Resensi Buku oleh Tika Noorjaya
Dimuat HU Kompas, 2 Mei 1993
Judul Buku: Pemimpin Bangsa Masa Depan: Kriteria, Pandangan dan Harapan
Penyunting: Djudjuk Juyoto ST, Nung Runua
Penerbit: PT Bina Rena Pariwara, Jakarta.
ISBN 979-8175-08-5
Cetakan Pertama: Maret 1993
Tebal: 275 halaman (termasuk Indeks dan Daftar Istilah)
John
Naisbitt (Megatrends 2000)
boleh meramal, dan wanita Indonesia boleh berharap, bahwa abad ke-21 di Asia Pasifik,
termasuk Indonesia, adalah era kebangkitan kaum wanita -- karenanya akan ada
figur wanita yang menjadi pemimpin bangsa. Namun, tidak demikian menurut
beberapa penulis buku Pemimpin Bangsa
Masa Depan (PBMD). Kaum pria
dinilai masih tetap akan mendominasi kepemimpinan bangsa. Katanya, di
Indonesia, hingga memasuki abad ke-21, kemungkinan untuk memunculkan figur
pimpinan wanita masih terlalu jauh. Secara kultural masih ada hambatan bagi wanita
untuk mampu menyamai kedudukan pria: Di satu sisi, kultur kaum pria agak sulit
menerima wanita sebagai pemimpin tertinggi; di sisi lain, wanita masih
enggan menonjolkan diri untuk menjadi pemimpin. Satu pihak ingin mempertahankan
status-quo; pihak lainnya kurang
berusaha. Bahkan, kalau dulu kaum wanita disebut kaum perempuan, karena yang
menonjol adalah ke-empu-annya, kini yang
lebih menonjol adalah ke-empuk-annya.
Kini, perempuan menjadi sasaran empuk nafsu laki-laki. Sex is
just commodity !
Kelompok
sipil pun, untuk sementara kurang masuk hitungan -- meskipun bukan berarti
tidak perlu diperhitungkan. Katanya, dalam masa depan yang dekat, setidaknya
sampai Presiden Ketiga, atau dalam masa sepuluh tahun mendatang, wakil dari
ABRI masih dinilai sebagai calon kuat untuk menduduki jabatan pemimpin bangsa.

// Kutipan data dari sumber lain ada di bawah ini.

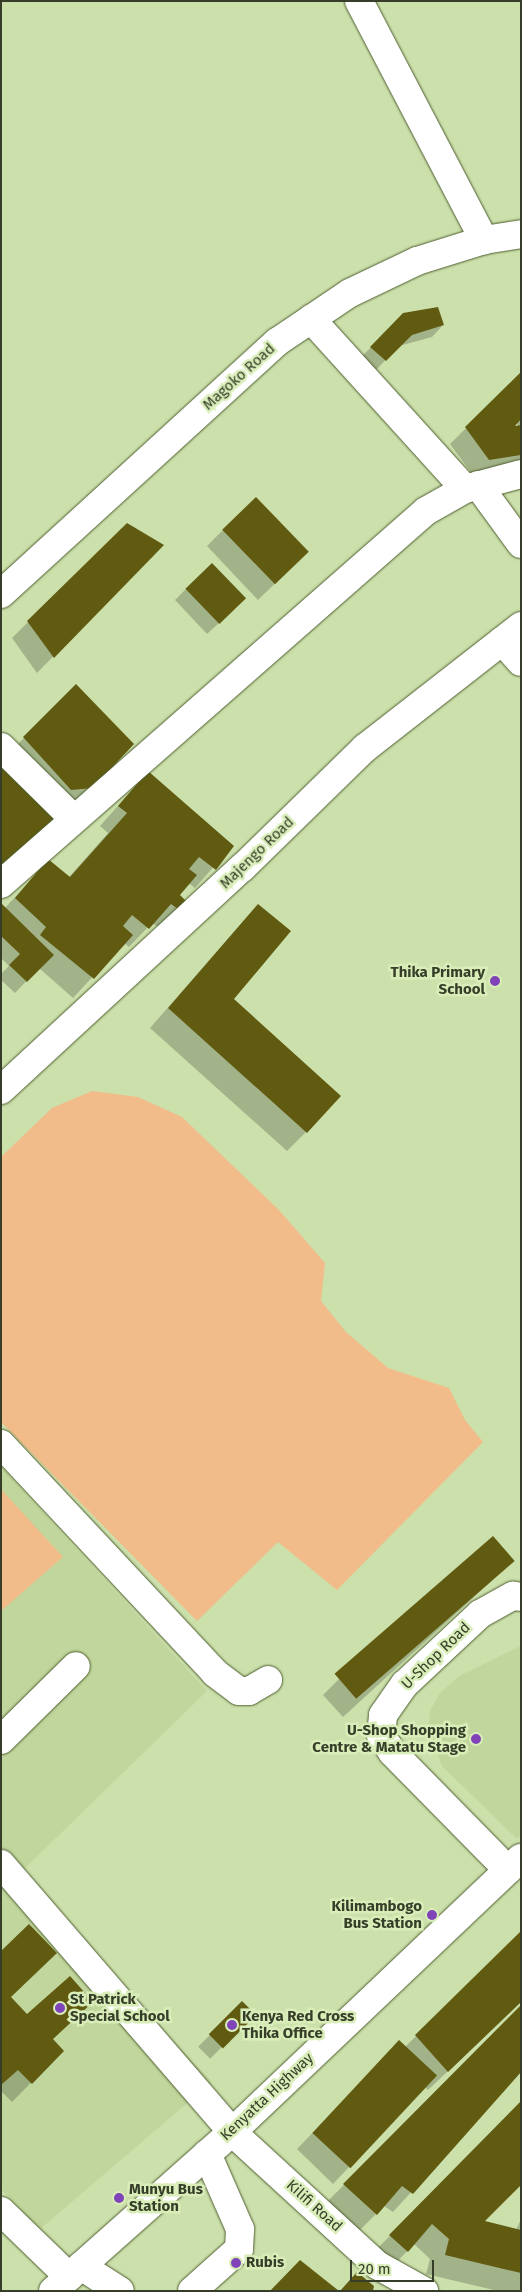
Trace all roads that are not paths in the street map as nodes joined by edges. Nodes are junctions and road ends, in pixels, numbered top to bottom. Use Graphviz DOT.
graph roads {
  1 [pos="359,1"];
  2 [pos="521,234"];
  3 [pos="484,240"];
  4 [pos="311,319"];
  5 [pos="521,474"];
  6 [pos="472,487"];
  7 [pos="521,544"];
  8 [pos="1,594"];
  9 [pos="511,633"];
  10 [pos="521,662"];
  11 [pos="1,747"];
  12 [pos="73,818"];
  13 [pos="1,884"];
  14 [pos="1,1090"];
  15 [pos="1,1444"];
  16 [pos="521,1597"];
  17 [pos="76,1666"];
  18 [pos="268,1680"];
  19 [pos="1,1740"];
  20 [pos="1,1864"];
  21 [pos="514,1864"];
  22 [pos="232,2132"];
  23 [pos="207,2154"];
  24 [pos="1,2211"];
  25 [pos="67,2278"];
  26 [pos="120,2291"];
  27 [pos="192,2291"];
  28 [pos="424,2291"];
  1 -- 3 [label="street"];
  2 -- 3 [label="street, Magoko Road"];
  3 -- 4 [label="street, Magoko Road"];
  4 -- 6 [label="street"];
  4 -- 8 [label="street, Magoko Road"];
  5 -- 6 [label="street"];
  6 -- 7 [label="street"];
  6 -- 12 [label="street"];
  9 -- 10 [label="street"];
  9 -- 14 [label="street, Majengo Road"];
  11 -- 12 [label="street"];
  12 -- 13 [label="street"];
  15 -- 18 [label="street"];
  16 -- 21 [label="street, U-Shop Road"];
  17 -- 19 [label="street"];
  20 -- 22 [label="street, Kilifi Road"];
  21 -- 22 [label="street, Kenyatta Highway"];
  22 -- 23 [label="street, Kenyatta Highway"];
  22 -- 28 [label="street, Kilifi Road"];
  23 -- 25 [label="street, Kenyatta Highway"];
  23 -- 27 [label="street"];
  24 -- 25 [label="street"];
  25 -- 26 [label="street"];
}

Karena, proses kaderisasi atau proses pendidikan kader yang paling
terorganisasi dengan baik selama ini ada di jajaran ABRI. Mereka lebih baik
dalam mengantisipasi proses perubahan sosial. Mereka terlatih dengan disiplin.
Mereka selalu disegani masyarakat -- bahkan sejak proklamasi kemerdekaan.

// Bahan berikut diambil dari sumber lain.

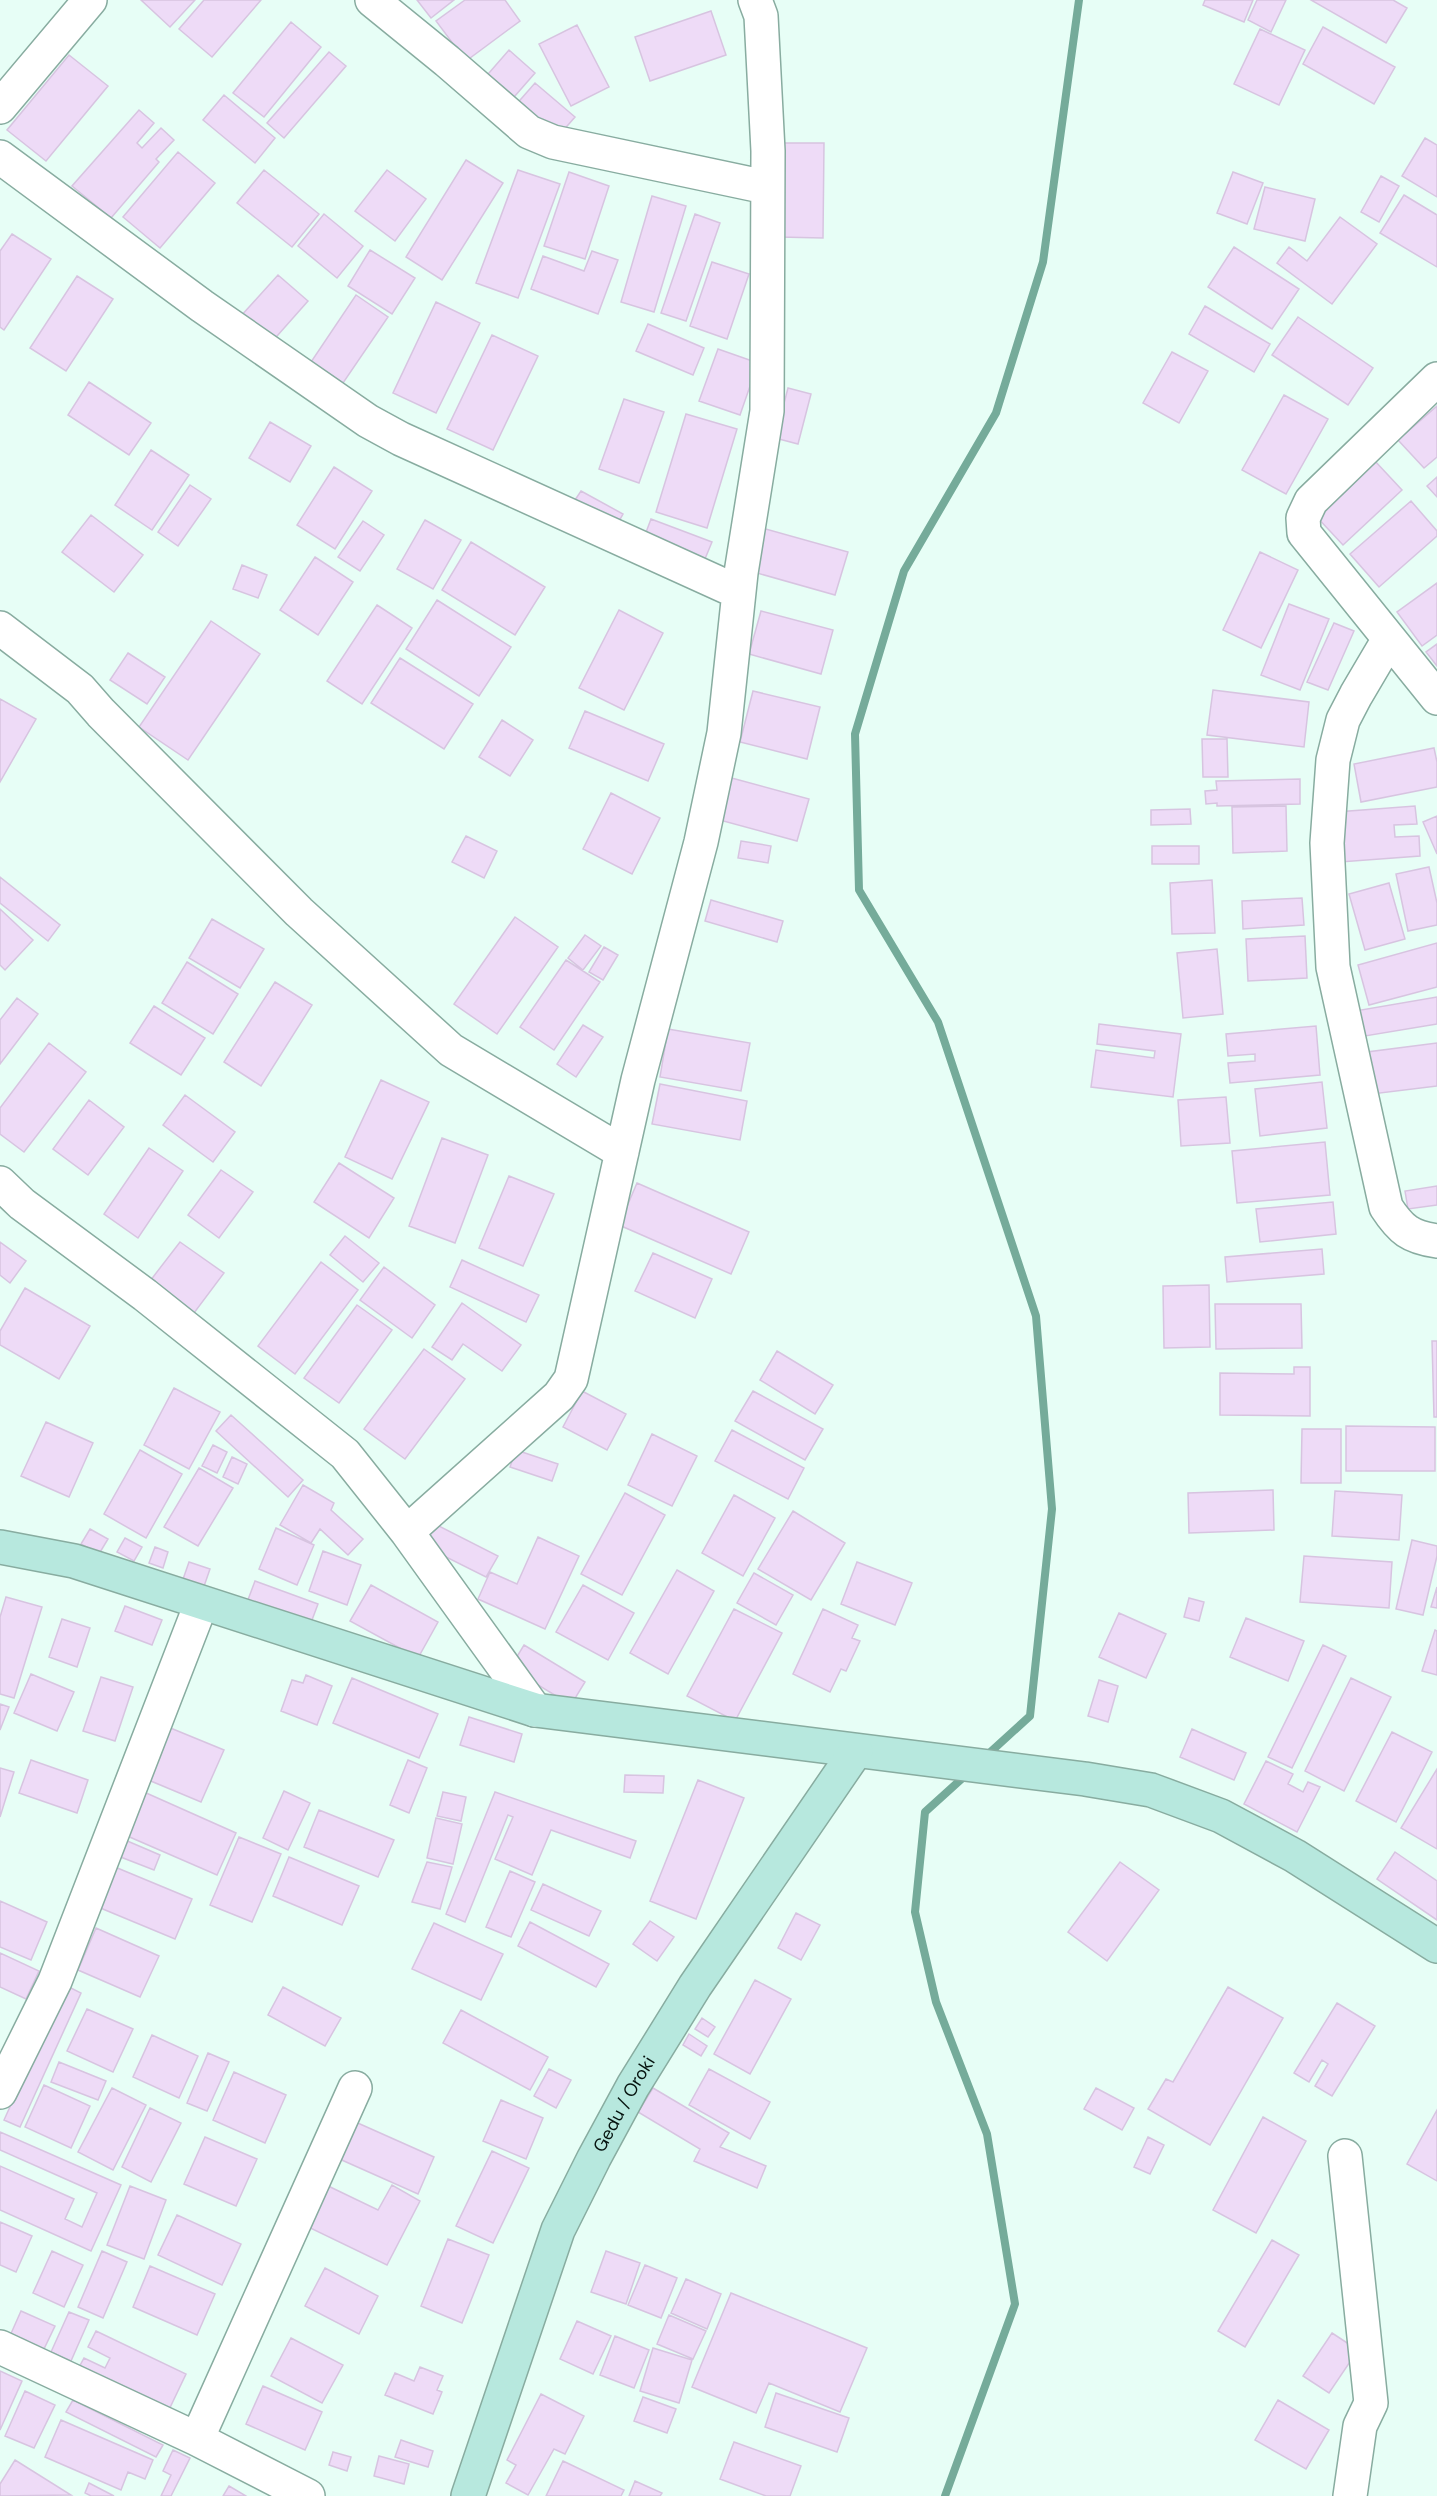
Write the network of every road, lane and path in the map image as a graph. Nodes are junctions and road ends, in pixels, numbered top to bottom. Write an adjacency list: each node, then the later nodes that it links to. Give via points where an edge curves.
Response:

Selain itu, manajemen administrasi ABRI juga jauh lebih bagus dibanding
kelompok sipil.
***
PBMD menampilkan
hasil pemikiran sejumlah pakar pengamat, pelaku politik dan teknokrat, yang gagasannya
merentang dari gemuruh atmosfer Pemilu 1992 hingga ke masa depan -- sedikitnya menjangkau
ke masa Pembangunan Jangka Panjang Tahap II. Tulisan yang tampil,
karenanya, mampu memadukan realitas dan ideal-ideal, terutama karena sebagian
besar gagasan diungkap penggagas pada saat-saat dan sesudah Pemilu 1992 berlangsung -- ketika janji-janji
politik diutarakan; ketika harapan-harapan mengemuka; serta ketika para pelaku
menampakkan perangai aslinya.
Bagian
I membahas kepemimpinan nasional dan dinamika Pemilu 1992, dilanjutkan dengan
Bagian II yang membahas proyeksi kepemimpinan bangsa, dan terakhir, Bagian III,
membahas figur negarawan idaman -- seluruhnya 24 tulisan plus kata pengantar
dari Dr. Nazaruddin Syamsuddin.
Dengan
pembabakan seperti itu, Pemilu 1992 tidak sekadar ditangkap gelora dan
evaluasinya, tetapi sekaligus menjadi bahan kajian ke masa depan, terutama dengan
menyoroti kepemimpinan bangsa di masa depan, bahkan sampai pada figurnya. Dan, justeru
bagian terakhir itulah yang banyak mendapat sorotan.
Ternyata,
sebagian besar narasumber menilai bahwa untuk menjadi pemimpin di masa depan
yang diwarnai era globalisasi dalam suasana masyarakat industri dan demokratisasi,
dibutuhkan pemimpin kaliber berat. Bayangkan saja, dia harus memiliki kepemimpinan
Hasta Brata, yakni pemimpin yang memiliki sifat bumi, matahari, angin, laut,
bintang, api, bulan dan mendung. Dia sebaiknya mempunyai karakter yang bisa
diandalkan untuk mengkombinasikan kemampuan ketiga orang pemimpin besar kita:
Bung Karno sebagai solidarity maker;
Pak Harto sebagai administrator-strategist;
dan Bung Hatta sebagai teknokrat.
Selain
berbagai harapan ideal lainnya, yang mungkin agak kontroversial, adalah pendapat
bahwa figur pemimpin masa depan haruslah seorang yang berwibawa di depan para pengusaha
dan konglomerat. Ini, diberikan aba-aba, karena dalam masyarakat indusri sering
terjadi penetrasi pengaruh elite ekonomi dalam bidang politik -- karenanya
mereka harus berusaha memperoleh dana untuk mendukung kegiatan politik mereka.
Tentu
saja, itu adalah harapan ideal. Akhirnya, toh kita juga akan dihadapkan dengan
kenyataan bahwa tidaklah mudah untuk menemukan tipologi semacam itu. Apalagi,
kita sadari, rumusan pemimpin bangsa secara baku di Indonesia belumlah ada.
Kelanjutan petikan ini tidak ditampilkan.